# Sig request from the talenty talented out there!



## Squirrelfighter (Oct 28, 2009)

Well now that I'm a lifer, I kinda want a Sig that I love. However I have almost literally no points to pay for it with!

So is there anybody out there is uber talented sig-makery land who'd take pity and be willing to help a brutha out?


----------



## UrbanBounca (Sep 13, 2009)

You should probably fill out the graphics template to let everyone know exactly what you want.


----------



## HitOrGetHit (Jun 29, 2009)

If you toss in what you want while trying to follow the template that UB linked in his post, most people will make you something without asking for payment.


----------



## Squirrelfighter (Oct 28, 2009)

Yeah, I'm in search through the whiley layers of the internet for the pictures I want to compile together...

Who'd have thought a squirrel in a karate gi with the shotokan characters on it kicking the shit out of another squirrel would be so hard to find! Man, am I the only guy who thinks that'd be funny?


----------



## The Horticulturist (Feb 16, 2009)

keep that avy!! wow!


i'm loling a lot


----------



## HitOrGetHit (Jun 29, 2009)

Dunno if you want it because my PS skills are a bit rusty but I liked the idea.


----------



## Squirrelfighter (Oct 28, 2009)

HitOrGetHit said:


> Dunno if you want it because my PS skills are a bit rusty but I liked the idea.


Rediculously awesome!

What must be done to achieve this as my sig!


----------



## HitOrGetHit (Jun 29, 2009)

Squirrelfighter said:


> Rediculously awesome!
> 
> What must be done to achieve this as my sig!
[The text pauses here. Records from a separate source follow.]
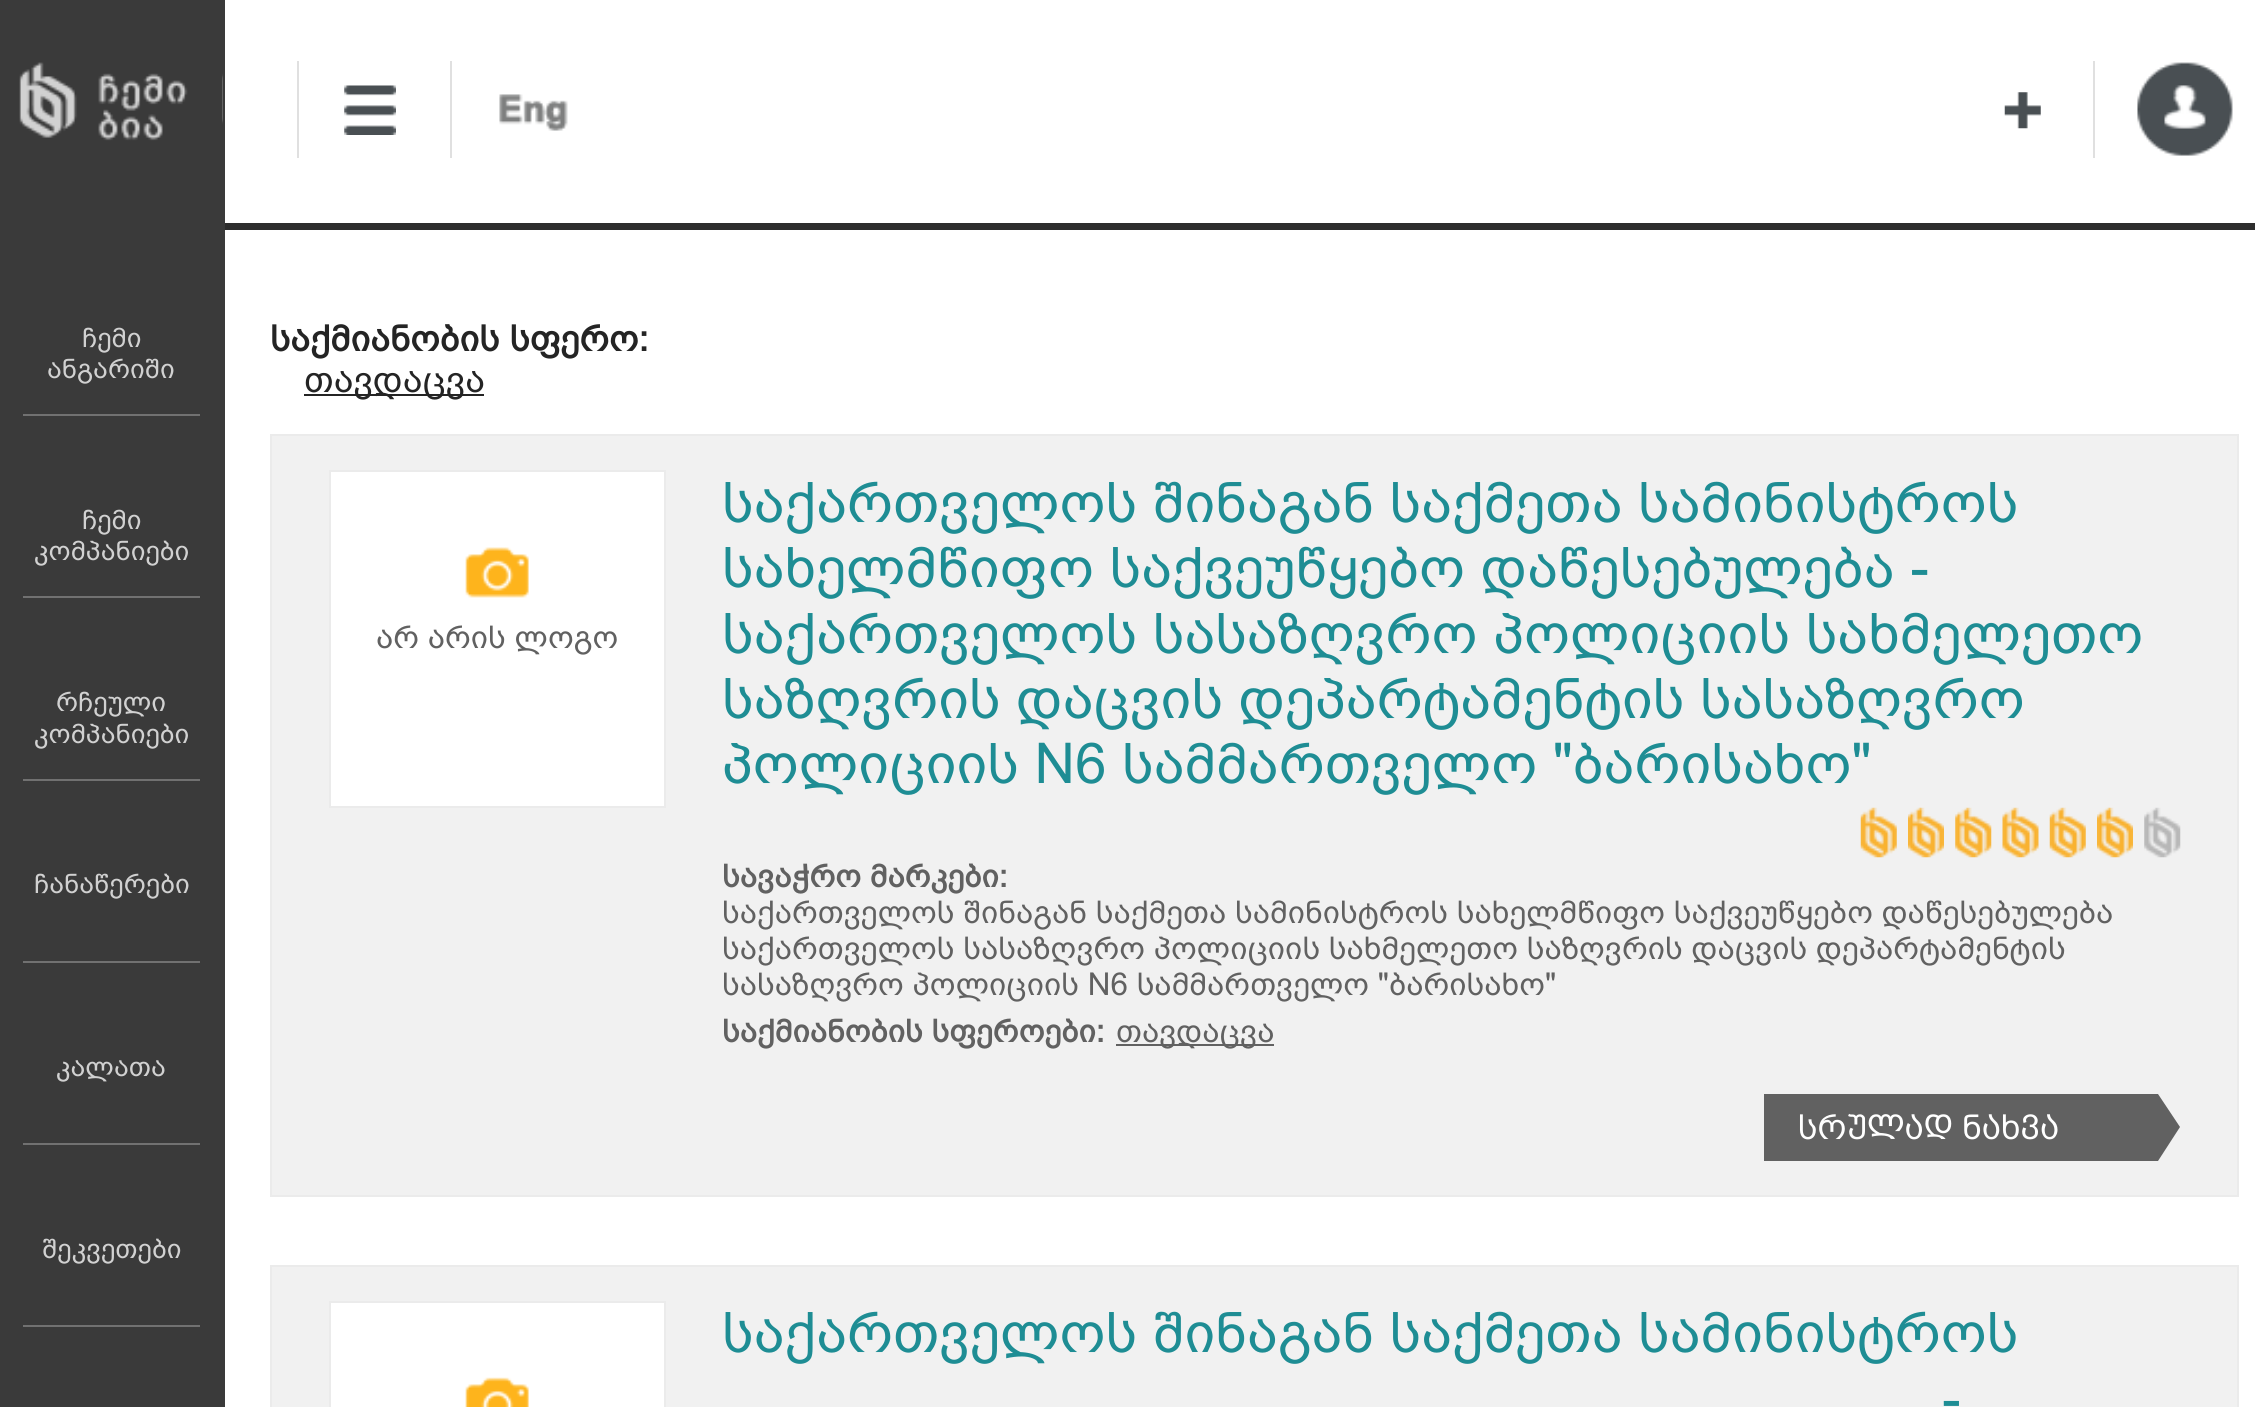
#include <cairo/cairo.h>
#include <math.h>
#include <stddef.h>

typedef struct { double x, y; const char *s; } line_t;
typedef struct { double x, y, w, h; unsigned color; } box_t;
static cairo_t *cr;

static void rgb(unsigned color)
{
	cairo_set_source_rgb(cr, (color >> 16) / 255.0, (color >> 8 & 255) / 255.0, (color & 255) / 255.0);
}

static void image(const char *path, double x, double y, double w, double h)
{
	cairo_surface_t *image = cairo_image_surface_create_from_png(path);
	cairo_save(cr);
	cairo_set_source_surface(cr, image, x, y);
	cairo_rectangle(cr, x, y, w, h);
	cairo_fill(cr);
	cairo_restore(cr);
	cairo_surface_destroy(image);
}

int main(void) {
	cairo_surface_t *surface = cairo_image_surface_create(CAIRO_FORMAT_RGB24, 2255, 1407);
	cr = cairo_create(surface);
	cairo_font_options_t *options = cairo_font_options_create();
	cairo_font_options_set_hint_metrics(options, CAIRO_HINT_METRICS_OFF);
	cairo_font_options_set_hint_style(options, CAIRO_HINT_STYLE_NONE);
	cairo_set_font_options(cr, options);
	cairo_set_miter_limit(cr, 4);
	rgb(0xffffff);
	cairo_paint(cr);
	{
		static const box_t items[] = {
			{225, 223, 2030, 7, 0x2d2d2d},
			{297, 61, 2, 97, 0xe0e0e0},
			{450, 61, 2, 97, 0xe0e0e0},
		};
		for (size_t i = 0; i < sizeof items / sizeof *items; i++) {
			rgb(items[i].color);
			cairo_rectangle(cr, items[i].x, items[i].y, items[i].w, items[i].h);
			cairo_fill(cr);
		}
	}
	image("img/1.png", 344, 85, 52, 50);
	image("img/2.png", 499, 94, 69, 37);
	cairo_rectangle(cr, 2093, 61, 2, 97);
	cairo_fill(cr);
	image("img/3.png", 2004, 92, 37, 37);
	image("img/4.png", 2137, 62, 96, 94);
	rgb(0x3a3a3a);
	cairo_rectangle(cr, 0, 0, 225, 1407);
	cairo_fill(cr);
	image("img/5.png", 19, 62, 204, 79);
	{
		static const box_t items[] = {
			{23, 414, 177, 2, 0x717171},
			{23, 596, 177, 2, 0x717171},
			{23, 779, 177, 2, 0x717171},
			{23, 961, 177, 2, 0x717171},
			{23, 1143, 177, 2, 0x717171},
			{23, 1325, 177, 2, 0x717171},
			{304, 394, 180, 2, 0x242424},
		};
		for (size_t i = 0; i < sizeof items / sizeof *items; i++) {
			rgb(items[i].color);
			cairo_rectangle(cr, items[i].x, items[i].y, items[i].w, items[i].h);
			cairo_fill(cr);
		}
	}
	rgb(0xf1f1f1);
	cairo_rectangle(cr, 271, 435, 1967, 761);
	cairo_fill_preserve(cr);
	rgb(0xebebeb);
	cairo_stroke(cr);
	rgb(0xffffff);
	cairo_rectangle(cr, 331, 472, 333, 334);
	cairo_fill(cr);
	image("img/6.png", 465, 547, 64, 51);
	cairo_rectangle(cr, 330, 471, 335, 336);
	rgb(0xebebeb);
	cairo_stroke(cr);
	image("img/7.png", 1860, 807, 37, 51);
	image("img/8.png", 1908, 807, 36, 51);
	image("img/9.png", 1955, 807, 37, 51);
	image("img/10.png", 2002, 807, 37, 51);
	image("img/11.png", 2049, 807, 37, 51);
	image("img/8.png", 2097, 807, 36, 51);
	image("img/12.png", 2144, 807, 37, 51);
	rgb(0x616161);
	cairo_rectangle(cr, 1116, 1044, 158, 2);
	cairo_fill(cr);
	cairo_rectangle(cr, 1764, 1094, 394, 67);
	cairo_fill(cr);
	cairo_new_path(cr);
	cairo_move_to(cr, 2158, 1161);
	cairo_line_to(cr, 2158, 1094);
	cairo_line_to(cr, 2180, 1127);
	cairo_close_path(cr);
	cairo_fill(cr);
	rgb(0xf1f1f1);
	cairo_rectangle(cr, 271, 1266, 1967, 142);
	cairo_fill_preserve(cr);
	rgb(0xebebeb);
	cairo_stroke(cr);
	rgb(0xffffff);
	cairo_rectangle(cr, 331, 1303, 333, 104);
	cairo_fill(cr);
	image("img/13.png", 465, 1377, 64, 30);
	cairo_rectangle(cr, 330, 1302, 335, 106);
	rgb(0xebebeb);
	cairo_stroke(cr);
	cairo_select_font_face(cr, "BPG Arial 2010", CAIRO_FONT_SLANT_NORMAL, CAIRO_FONT_WEIGHT_NORMAL);
	cairo_set_font_size(cr, 27);
	rgb(0xd1d1d1);
	{
		static const line_t items[] = {
			{82, 347, "ჩემი"},
			{47, 378, "ანგარიში"},
			{82, 529, "ჩემი"},
			{34, 560, "კომპანიები"},
			{56, 711, "რჩეული"},
			{34, 743, "კომპანიები"},
			{34, 893, "ჩანაწერები"},
			{56, 1076, "კალათა"},
			{42, 1258, "შეკვეთები"},
		};
		for (size_t i = 0; i < sizeof items / sizeof *items; i++) {
			cairo_move_to(cr, items[i].x, items[i].y);
			cairo_show_text(cr, items[i].s);
		}
	}
	cairo_select_font_face(cr, "BPG Arial 2010", CAIRO_FONT_SLANT_NORMAL, CAIRO_FONT_WEIGHT_BOLD);
	cairo_set_font_size(cr, 36);
	rgb(0x242424);
	cairo_move_to(cr, 270, 351);
	cairo_show_text(cr, "საქმიანობის სფერო:");
	cairo_select_font_face(cr, "BPG Arial 2010", CAIRO_FONT_SLANT_NORMAL, CAIRO_FONT_WEIGHT_NORMAL);
	cairo_move_to(cr, 304, 392);
	cairo_show_text(cr, "თავდაცვა");
	cairo_set_font_size(cr, 31.5);
	rgb(0x616161);
	cairo_move_to(cr, 376, 648);
	cairo_show_text(cr, "არ არის ლოგო");
	cairo_set_font_size(cr, 56.25);
	rgb(0x1e8d94);
	{
		static const line_t items[] = {
			{722, 522, "საქართველოს შინაგან საქმეთა სამინისტროს"},
			{722, 587, "სახელმწიფო საქვეუწყებო დაწესებულება -"},
			{722, 653, "საქართველოს სასაზღვრო პოლიციის სახმელეთო"},
			{722, 718, "საზღვრის დაცვის დეპარტამენტის სასაზღვრო"},
			{722, 783, "პოლიციის N6 სამმართველო \"ბარისახო\""},
		};
		for (size_t i = 0; i < sizeof items / sizeof *items; i++) {
			cairo_move_to(cr, items[i].x, items[i].y);
			cairo_show_text(cr, items[i].s);
		}
	}
	cairo_select_font_face(cr, "BPG Arial 2010", CAIRO_FONT_SLANT_NORMAL, CAIRO_FONT_WEIGHT_BOLD);
	cairo_set_font_size(cr, 31.5);
	rgb(0x616161);
	cairo_move_to(cr, 722, 887);
	cairo_show_text(cr, "სავაჭრო მარკები:");
	cairo_select_font_face(cr, "BPG Arial 2010", CAIRO_FONT_SLANT_NORMAL, CAIRO_FONT_WEIGHT_NORMAL);
	{
		static const line_t items[] = {
			{722, 923, "საქართველოს შინაგან საქმეთა სამინისტროს სახელმწიფო საქვეუწყებო დაწესებულება"},
			{722, 959, "საქართველოს სასაზღვრო პოლიციის სახმელეთო საზღვრის დაცვის დეპარტამენტის"},
			{722, 995, "სასაზღვრო პოლიციის N6 სამმართველო \"ბარისახო\""},
		};
		for (size_t i = 0; i < sizeof items / sizeof *items; i++) {
			cairo_move_to(cr, items[i].x, items[i].y);
			cairo_show_text(cr, items[i].s);
		}
	}
	cairo_select_font_face(cr, "BPG Arial 2010", CAIRO_FONT_SLANT_NORMAL, CAIRO_FONT_WEIGHT_BOLD);
	cairo_move_to(cr, 722, 1042);
	cairo_show_text(cr, "საქმიანობის სფეროები:");
	cairo_select_font_face(cr, "BPG Arial 2010", CAIRO_FONT_SLANT_NORMAL, CAIRO_FONT_WEIGHT_NORMAL);
	cairo_move_to(cr, 1116, 1042);
	cairo_show_text(cr, "თავდაცვა");
	cairo_select_font_face(cr, "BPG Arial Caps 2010", CAIRO_FONT_SLANT_NORMAL, CAIRO_FONT_WEIGHT_NORMAL);
	cairo_set_font_size(cr, 33.75);
	rgb(0xffffff);
	cairo_move_to(cr, 1798, 1139);
	cairo_show_text(cr, "სრულად ნახვა");
	cairo_select_font_face(cr, "BPG Arial 2010", CAIRO_FONT_SLANT_NORMAL, CAIRO_FONT_WEIGHT_NORMAL);
	cairo_set_font_size(cr, 56.25);
	rgb(0x1e8d94);
	cairo_move_to(cr, 722, 1352);
	cairo_show_text(cr, "საქართველოს შინაგან საქმეთა სამინისტროს");
	cairo_move_to(cr, 1942, 1418);
	cairo_show_text(cr, "-");
	cairo_surface_write_to_png(surface, "page.png");
	cairo_font_options_destroy(options);
	cairo_destroy(cr);
	cairo_surface_destroy(surface);
	return 0;
}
You can save it to your computer, then go to tinypic.com and upload it onto their, then copy and paste the IMG code into your signature. :thumbsup:

I was gonna give you the code but I am having a rough time loading tinypic or photobucket right now for some reason. :dunno:


----------



## Squirrelfighter (Oct 28, 2009)

HitOrGetHit said:


> You can save it to your computer, then go to tinypic.com and upload it onto their, then copy and paste the IMG code into your signature. :thumbsup:
> 
> I was gonna give you the code but I am having a rough time loading tinypic or photobucket right now for some reason. :dunno:


Thanks a million!


----------



## HitOrGetHit (Jun 29, 2009)

Also if you put the code in the middle of this...

(Just take out the periods)

It will center the picture in your signature. :thumbsup:


----------



## Squirrelfighter (Oct 28, 2009)

HitOrGetHit said:


> Also if you put the code in the middle of this...
> 
> (Just take out the periods)
> 
> It will center the picture in your signature. :thumbsup:


Thanks for the assist. 

And thanks for the sig. I appreciate it man!


----------



## BobbyCooper (Oct 26, 2009)

This is really something unique on here Squirrel. Really looks great :thumbsup:


----------



## Squirrelfighter (Oct 28, 2009)

BobbyCooper said:


> This is really something unique on here Squirrel. Really looks great :thumbsup:


Thanks man. They're nothing wrong with any sig or avatar I've ever seen, I just wanted one that was kind of original. 

I'm fairly certain I succeeded!


----------